Per the IRS, a tip is a voluntary amount of money left by a customer to pay workers for their service. It’s money paid in addition to regular wages and is taxable if it exceeds $20 monthly.
Tip pooling can be handled in multiple ways. Generally, tipped employees collect all of the cash tips they receive throughout their shift and combine them with tips from each participating employee working the same shift. Once tips are totaled, the employer or employees divide them evenly among tip pool participants. Tips received by credit or debit card can be distributed in a similar fashion the same night (if enough cash is on hand) or paid with the next payroll.
In December 2020, the Department of Labor (DOL) sought to implement a 2018 FLSA amendment that allows back-of-house (BOH) employees, like cooks and dishwashers, to participate in tip pools. This would allow you to include BOH employees in your tip pooling policy as long as you’re paying all of your employees at least the federal minimum wage rate of $7.25 an hour. Because we are now under a new executive administration, this is on hold. Stay tuned for updates.
Typically, when pooling tips includes BOH employees, it isn’t an even divide. Allocations are generally based on a percentage of sales or a percentage by job title. Usually, servers receive the bulk, at least 70%—but it can be under 50%. A sample tip pooling arrangement by percentages is as follows:
Effective April 31, 2021, employers are encouraged to compel their FOH employees to share tips with BOH staff using the tip pool. However, there’s still no official guidance regarding how much servers should have to pay out, but it’s a good idea to have some sort of methodology behind your allocation.
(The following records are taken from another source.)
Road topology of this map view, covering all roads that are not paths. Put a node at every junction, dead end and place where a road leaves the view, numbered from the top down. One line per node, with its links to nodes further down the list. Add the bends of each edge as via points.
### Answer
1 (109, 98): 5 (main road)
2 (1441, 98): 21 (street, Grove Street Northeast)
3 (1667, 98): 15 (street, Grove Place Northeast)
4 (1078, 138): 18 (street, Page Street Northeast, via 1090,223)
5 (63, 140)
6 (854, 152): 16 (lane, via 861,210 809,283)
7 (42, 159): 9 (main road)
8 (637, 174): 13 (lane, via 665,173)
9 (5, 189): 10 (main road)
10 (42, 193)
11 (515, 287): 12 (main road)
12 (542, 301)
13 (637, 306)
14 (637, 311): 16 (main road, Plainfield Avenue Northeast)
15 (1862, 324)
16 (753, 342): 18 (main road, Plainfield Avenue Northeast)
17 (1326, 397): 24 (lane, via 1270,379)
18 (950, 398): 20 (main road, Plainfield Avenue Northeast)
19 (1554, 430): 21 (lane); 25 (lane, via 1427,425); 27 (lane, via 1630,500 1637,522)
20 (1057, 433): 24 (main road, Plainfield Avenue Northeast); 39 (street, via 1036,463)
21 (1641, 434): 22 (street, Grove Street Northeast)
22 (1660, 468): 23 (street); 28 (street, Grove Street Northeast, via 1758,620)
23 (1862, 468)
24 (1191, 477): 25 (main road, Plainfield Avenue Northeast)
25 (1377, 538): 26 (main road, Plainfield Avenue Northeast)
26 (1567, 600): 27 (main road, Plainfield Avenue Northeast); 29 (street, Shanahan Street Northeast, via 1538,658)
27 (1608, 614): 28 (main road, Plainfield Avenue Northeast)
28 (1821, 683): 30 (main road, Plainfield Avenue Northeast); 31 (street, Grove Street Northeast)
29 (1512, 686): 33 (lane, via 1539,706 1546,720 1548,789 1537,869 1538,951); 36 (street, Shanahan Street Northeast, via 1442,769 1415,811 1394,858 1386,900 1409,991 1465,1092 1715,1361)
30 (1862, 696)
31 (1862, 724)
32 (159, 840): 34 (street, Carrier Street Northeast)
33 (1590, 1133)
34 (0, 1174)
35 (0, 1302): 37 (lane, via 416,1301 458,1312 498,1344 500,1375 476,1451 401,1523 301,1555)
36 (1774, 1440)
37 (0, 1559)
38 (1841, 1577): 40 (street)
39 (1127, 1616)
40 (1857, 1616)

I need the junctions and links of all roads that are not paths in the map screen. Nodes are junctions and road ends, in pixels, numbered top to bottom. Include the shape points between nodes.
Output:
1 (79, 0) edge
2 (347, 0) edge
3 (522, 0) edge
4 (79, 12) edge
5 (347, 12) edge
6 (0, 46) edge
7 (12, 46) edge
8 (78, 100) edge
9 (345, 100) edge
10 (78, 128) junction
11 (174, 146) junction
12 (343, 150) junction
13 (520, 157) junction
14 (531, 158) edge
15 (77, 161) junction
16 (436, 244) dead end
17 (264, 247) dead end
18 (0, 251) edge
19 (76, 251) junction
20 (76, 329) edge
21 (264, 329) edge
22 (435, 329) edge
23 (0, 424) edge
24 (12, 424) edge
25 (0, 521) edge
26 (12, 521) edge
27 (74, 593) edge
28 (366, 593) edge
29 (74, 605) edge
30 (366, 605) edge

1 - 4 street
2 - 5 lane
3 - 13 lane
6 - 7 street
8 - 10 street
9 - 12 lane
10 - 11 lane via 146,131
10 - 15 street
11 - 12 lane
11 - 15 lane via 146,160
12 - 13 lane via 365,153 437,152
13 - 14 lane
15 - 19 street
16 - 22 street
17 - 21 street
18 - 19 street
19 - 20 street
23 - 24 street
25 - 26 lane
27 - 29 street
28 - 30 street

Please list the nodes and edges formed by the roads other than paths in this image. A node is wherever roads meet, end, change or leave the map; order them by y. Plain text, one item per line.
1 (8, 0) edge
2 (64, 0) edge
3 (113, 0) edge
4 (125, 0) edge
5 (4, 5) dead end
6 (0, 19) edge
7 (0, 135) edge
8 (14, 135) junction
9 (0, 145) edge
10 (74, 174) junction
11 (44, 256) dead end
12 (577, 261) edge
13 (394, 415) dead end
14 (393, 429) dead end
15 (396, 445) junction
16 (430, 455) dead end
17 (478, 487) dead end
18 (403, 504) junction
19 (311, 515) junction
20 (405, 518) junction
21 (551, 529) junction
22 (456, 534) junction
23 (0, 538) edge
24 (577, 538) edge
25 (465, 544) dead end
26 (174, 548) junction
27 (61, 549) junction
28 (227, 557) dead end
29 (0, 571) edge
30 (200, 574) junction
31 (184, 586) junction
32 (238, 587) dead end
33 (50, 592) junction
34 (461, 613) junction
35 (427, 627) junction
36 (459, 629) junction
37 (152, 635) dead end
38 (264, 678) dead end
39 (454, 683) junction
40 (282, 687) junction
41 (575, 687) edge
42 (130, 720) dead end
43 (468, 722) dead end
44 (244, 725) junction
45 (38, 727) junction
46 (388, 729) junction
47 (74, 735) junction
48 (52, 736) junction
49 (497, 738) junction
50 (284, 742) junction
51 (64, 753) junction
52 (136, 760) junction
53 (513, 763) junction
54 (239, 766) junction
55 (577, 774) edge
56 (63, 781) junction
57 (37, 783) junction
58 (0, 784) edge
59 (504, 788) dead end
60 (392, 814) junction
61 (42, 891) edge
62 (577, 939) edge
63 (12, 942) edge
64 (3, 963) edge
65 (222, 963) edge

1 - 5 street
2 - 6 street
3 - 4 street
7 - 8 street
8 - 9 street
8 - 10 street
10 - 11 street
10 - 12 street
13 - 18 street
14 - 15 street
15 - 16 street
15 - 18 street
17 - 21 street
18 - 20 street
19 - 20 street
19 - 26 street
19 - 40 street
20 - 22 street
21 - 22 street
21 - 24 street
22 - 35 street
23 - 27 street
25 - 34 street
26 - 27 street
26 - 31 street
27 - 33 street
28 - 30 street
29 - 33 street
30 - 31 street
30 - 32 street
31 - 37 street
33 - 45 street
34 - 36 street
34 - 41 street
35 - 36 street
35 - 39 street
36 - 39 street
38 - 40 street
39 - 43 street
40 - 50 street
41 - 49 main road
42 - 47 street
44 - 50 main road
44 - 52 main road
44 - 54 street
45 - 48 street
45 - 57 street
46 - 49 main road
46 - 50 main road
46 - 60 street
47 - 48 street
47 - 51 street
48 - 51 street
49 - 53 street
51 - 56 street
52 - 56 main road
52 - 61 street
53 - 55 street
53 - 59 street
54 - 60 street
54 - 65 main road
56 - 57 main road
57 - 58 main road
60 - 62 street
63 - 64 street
If your employees create a tip pool on their own, they can decide how much to redistribute and who they want to share it with.
Before we proceed on how tip pooling works, let us first define a couple more key terms.
- Tipped employees: As defined by the FLSA, they are those who customarily and regularly receive more than $30 per month in tips.
- Tip credit: Based on federal law, this amount is $5.12, the difference between federal minimum wage ($7.25 per hour) and what employers are allowed to pay tipped employees ($2.13), provided they receive enough tips to compensate for the difference. If the tips aren’t enough, the employer is required to pay the remainder. Several states, however—like Alaska, California, Minnesota, Montana, Nevada, Oregon, and Washington—do not allow tip credit.
Tip Pooling Laws
Although the federal government is in the process of changing the rules for tip pooling, many states have yet to do so. However, states with pre-existing laws that disallow paying tipped employees below minimum wage, including Alaska, California, Minnesota, Montana, Nevada, Oregon, and Washington, were automatically granted permission to include BOH employees in their tip pooling arrangements. This is because all staff within the establishment were already earning at least minimum wage, which is a requirement for restaurateurs that want tips shared with non-tipped staff.
Federal Tip Pooling Laws
Aside from who can participate in a tip pool, the DOL has other regulations you need to be aware of to protect you from liability. It’s important to remember that all tips (not service charges) belong to your employees. Even when paid to your restaurant through a credit or debit card transaction, you’re prohibited from keeping any of the tips for yourself or your business. You’re also not allowed to pool and distribute them to any employees in a supervisory position.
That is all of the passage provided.